In the photograph on the post below this you can spot a couple of the famous London phone boxes. These friars are in London, and it reminds me of a little story…

I was travelling across London a few years ago with a friend who was a lapsed Catholic. We spotted a couple of Hare Krishnas with their orange robes, shaved heads and begging bowls scurrying along about their business, and my friend said, “Now that’s real religion. People living it out. If only there were more Catholics like that!”

I replied, “Oh, we’ve got our share, don’t worry.”

As providence would have it, later in the day we saw two of Mother Teresa’s Missionaries of Charity with their distinctive habits and wearing cheap cardigan sweaters against the damp and cold. They were hurrying about their business and I nudged my friend, “Look, there’s a couple of ours!” At the end of the day we were on the underground train when one of the Franciscan Friars of the Renewal got on board and stood there with his shaved head, big beard, rough Franciscan habit and huge rosary.

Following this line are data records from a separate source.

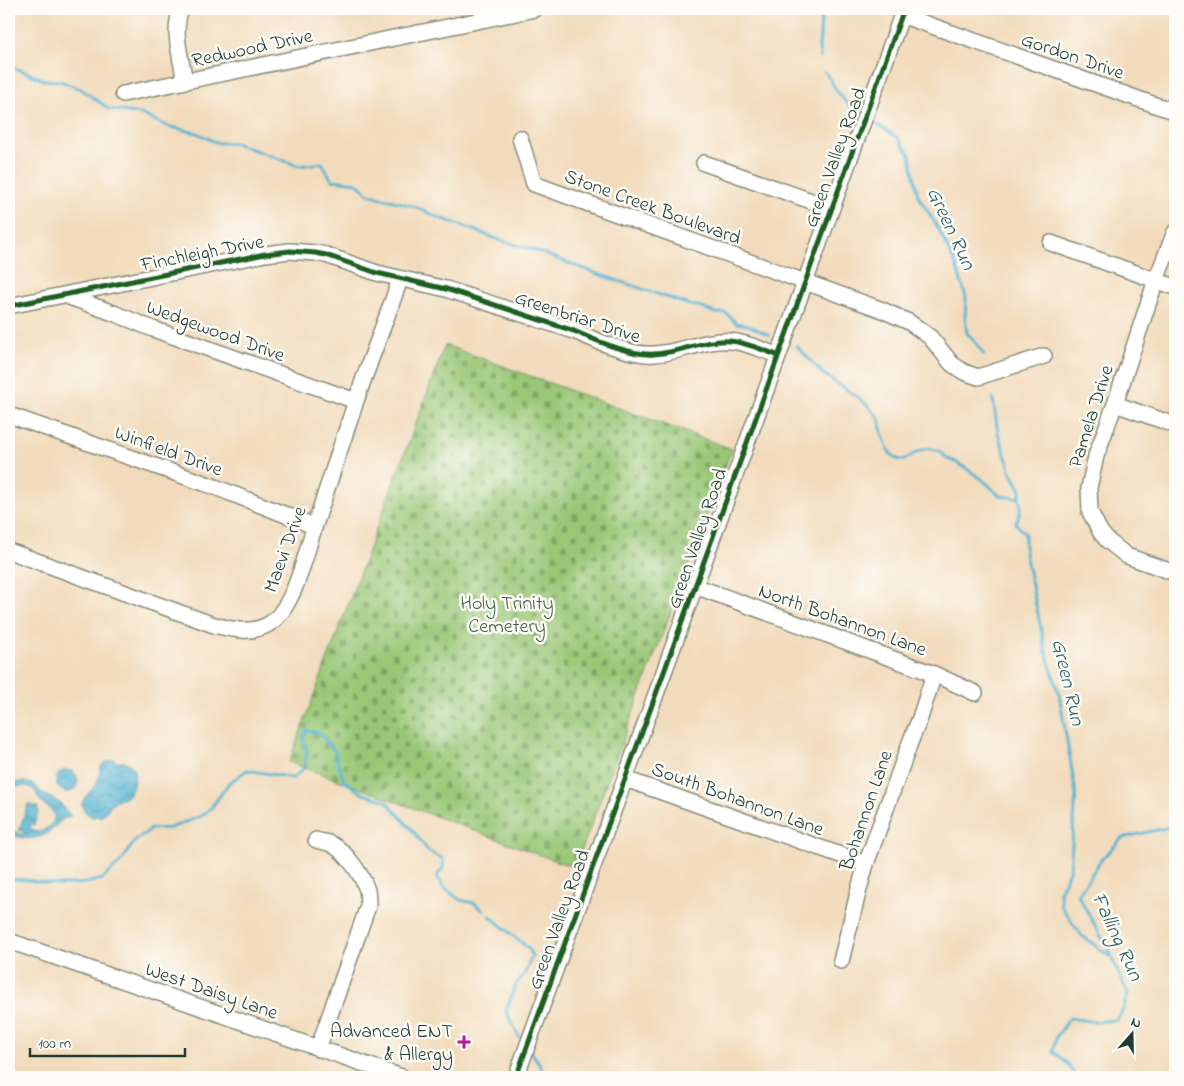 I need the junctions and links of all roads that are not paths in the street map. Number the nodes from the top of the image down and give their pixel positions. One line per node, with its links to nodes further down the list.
1 (180, 9): 4 (street)
2 (535, 9): 4 (street, Redwood Drive)
3 (902, 12): 6 (street, Gordon Drive); 9 (street, Green Valley Road)
4 (185, 81): 5 (street, Redwood Drive)
5 (124, 94)
6 (1175, 111)
7 (520, 138): 14 (street, Stone Creek Boulevard)
8 (704, 163): 9 (street)
9 (832, 208): 14 (street, Green Valley Road)
10 (1175, 232): 13 (street, Pamela Drive)
11 (1051, 243): 13 (street)
12 (400, 279): 16 (street, Finchleigh Drive); 18 (street, Greenbriar Drive); 20 (street, Maevi Drive)
13 (1156, 280): 15 (street); 21 (street, Pamela Drive)
14 (804, 281): 18 (street, Green Valley Road); 19 (street)
15 (1175, 287)
16 (63, 294): 17 (street, Finchleigh Drive); 20 (street, Wedgewood Drive)
17 (9, 306)
18 (777, 355): 27 (street, Green Valley Road)
19 (1044, 356)
20 (356, 401): 24 (street, Maevi Drive)
21 (1115, 404): 23 (street); 26 (street, Pamela Drive)
22 (9, 415): 24 (street, Winfield Drive)
23 (1175, 425)
24 (314, 526): 25 (street, Maevi Drive)
25 (9, 551)
26 (1175, 573)
27 (695, 586): 28 (street, North Bohannon Lane); 30 (street, Green Valley Road)
28 (934, 674): 29 (street, North Bohannon Lane); 32 (street, Bohannon Lane)
29 (976, 693)
30 (625, 779): 32 (street, South Bohannon Lane); 37 (street, Green Valley Road)
31 (316, 840): 35 (street)
32 (866, 864): 34 (street, Bohannon Lane)
33 (9, 941): 35 (street, West Daisy Lane)
34 (841, 961)
35 (318, 1049): 36 (street, West Daisy Lane)
36 (402, 1077)
37 (516, 1077)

I nudged my friend again, “Look there’s another one of ours. We’re ahead three to two.”

I asked the young friar where he was from. Turned out he was from Kansas. “What are you doing in London?”

“Evangelization” was his one word reply.

“What, street preaching, parish work, schools work? What?”

“Mostly we just stand around.” he said with a wry smile.

A few months later my friend returned to Mass.

That’s the value of the habit. It’s an evangelistic outfit. It preaches on it’s own. It says to the world, “There is another set of values. There’s another set of beliefs. There’s another way of looking at everything.” It says to the world, “Think again. Stop, Look and Listen.”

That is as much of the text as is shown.